Omas Geheimrezept: Schwarzer Johannisbeerlikör nach alter Tradition zubereiten

Der schwarze Johannisbeerlikör, auch Cassis oder Ribisel genannt, ist mehr als nur ein Getränk – es ist ein Geschmackserlebnis, das an vergangene Zeiten erinnert. In der heutigen Zeit der industriell hergestellten Liköre und vorgefertigten Getränke gewinnt das selbstgemachte, nach alten Hausrezepten hergestellte Feinschmeckererlebnis an Bedeutung. Besonders beliebt ist dabei die sogenannte Oma-Tradition, die auf langjährige Erfahrung und handwerkliche Sorgfalt setzt. Die Quellen liefern umfangreiches Wissen zu Rezepturen, Zubereitungsabläufen, Inhaltsstoffen und historischen Hintergründen. Dieser Artikel widmet sich der detaillierten Darstellung des Verfahrens zur Herstellung eines authentischen schwarzen Johannisbeerlikörs nach altem Rezept, wobei auf die in den Quellen bereitgestellten Informationen exakt abgestimmt wird.

Die Zutaten: Von den besten Zutaten zum feinen Aroma

Die Grundlage jedes hervorragenden Likörs liegt in der Qualität der verwendeten Zutaten. Laut den Quellen wird bei der Herstellung des schwarzen Johannisbeerlikörs auf höchste Ansprüche geachtet. Besonders hervorgehoben wird die Verwendung von „ausgewählten Zutaten in höchster Qualität aus deren besten Anbaugebieten“ sowie „bayerischem Quellwasser“, das für die Herstellung der Spirituosen verwendet wird. Diese Fokussierung auf regionale und hochwertige Rohstoffe ist eine zentrale Voraussetzung für ein authentisches Ergebnis.
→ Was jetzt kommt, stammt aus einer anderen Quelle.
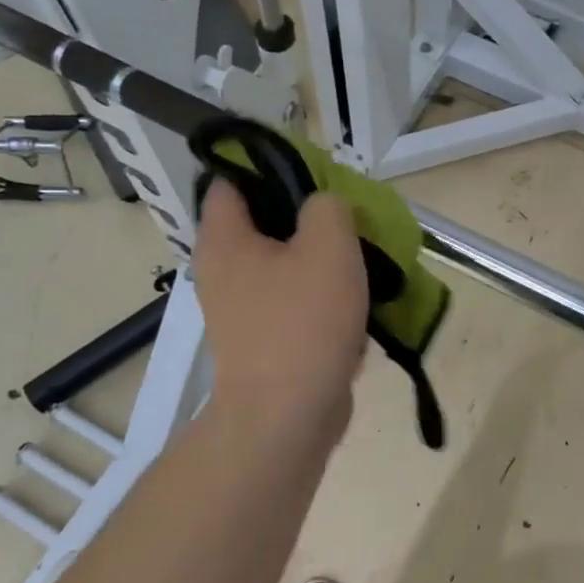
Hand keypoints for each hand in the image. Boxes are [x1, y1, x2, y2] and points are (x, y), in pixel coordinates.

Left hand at [192, 179, 368, 450]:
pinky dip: (321, 301)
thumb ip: (327, 206)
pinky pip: (294, 304)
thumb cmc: (303, 322)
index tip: (314, 172)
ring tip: (360, 261)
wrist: (288, 417)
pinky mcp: (263, 341)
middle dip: (309, 218)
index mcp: (224, 239)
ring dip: (322, 262)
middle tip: (348, 218)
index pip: (231, 179)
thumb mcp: (328, 244)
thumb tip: (323, 207)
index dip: (269, 165)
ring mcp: (241, 310)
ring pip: (285, 265)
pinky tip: (354, 307)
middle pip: (264, 223)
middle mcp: (222, 270)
Die Hauptzutat ist selbstverständlich die schwarze Johannisbeere. In den Rezepten wird unterschieden zwischen der Verwendung von frischen oder tiefgekühlten Johannisbeeren. Die Quelle [4] empfiehlt ausdrücklich, dass der Likör auch mit tiefgekühlten Johannisbeeren zubereitet werden kann, was die Haltbarkeit und Verfügbarkeit des Rezeptes erleichtert. Die Menge an Früchten wird in den meisten Rezepten in Gramm angegeben: So werden beispielsweise 500 Gramm schwarze Johannisbeeren für ein Rezept mit 1,2 Litern Gesamtvolumen benötigt. In anderen Rezepturen werden 750 Gramm Johannisbeeren für ein Gefäß von etwa 2 Litern Inhalt verwendet. Die genaue Menge ist entscheidend für das endgültige Aroma und die Konsistenz des Likörs.

Zum Süßen dienen feiner weißer Kandiszucker oder feiner Kandiszucker, der gegebenenfalls vorher in einem Sirup hergestellt werden kann. Die Quelle [2] betont, dass die alten Verfahren, bei denen der Zucker vor der Verwendung als Sirup abgekocht wurde, heutzutage nicht mehr notwendig seien, da die Reinheit des Zuckers durch industrielle Verfahren gewährleistet sei. Stattdessen reicht es aus, den feinen Zucker direkt in den Liköransatz einzurühren. In einigen Rezepturen wird auch von der Verwendung von Zitronensäure die Rede, die beispielsweise in der Rezeptur aus Quelle [4] mit 2 Milligramm pro 1,2 Liter Likör vorgesehen ist. Diese Zugabe sorgt für eine angenehme Säure, die dem süßen Aroma des Johannisbeersafts ausgewogen gegenübersteht.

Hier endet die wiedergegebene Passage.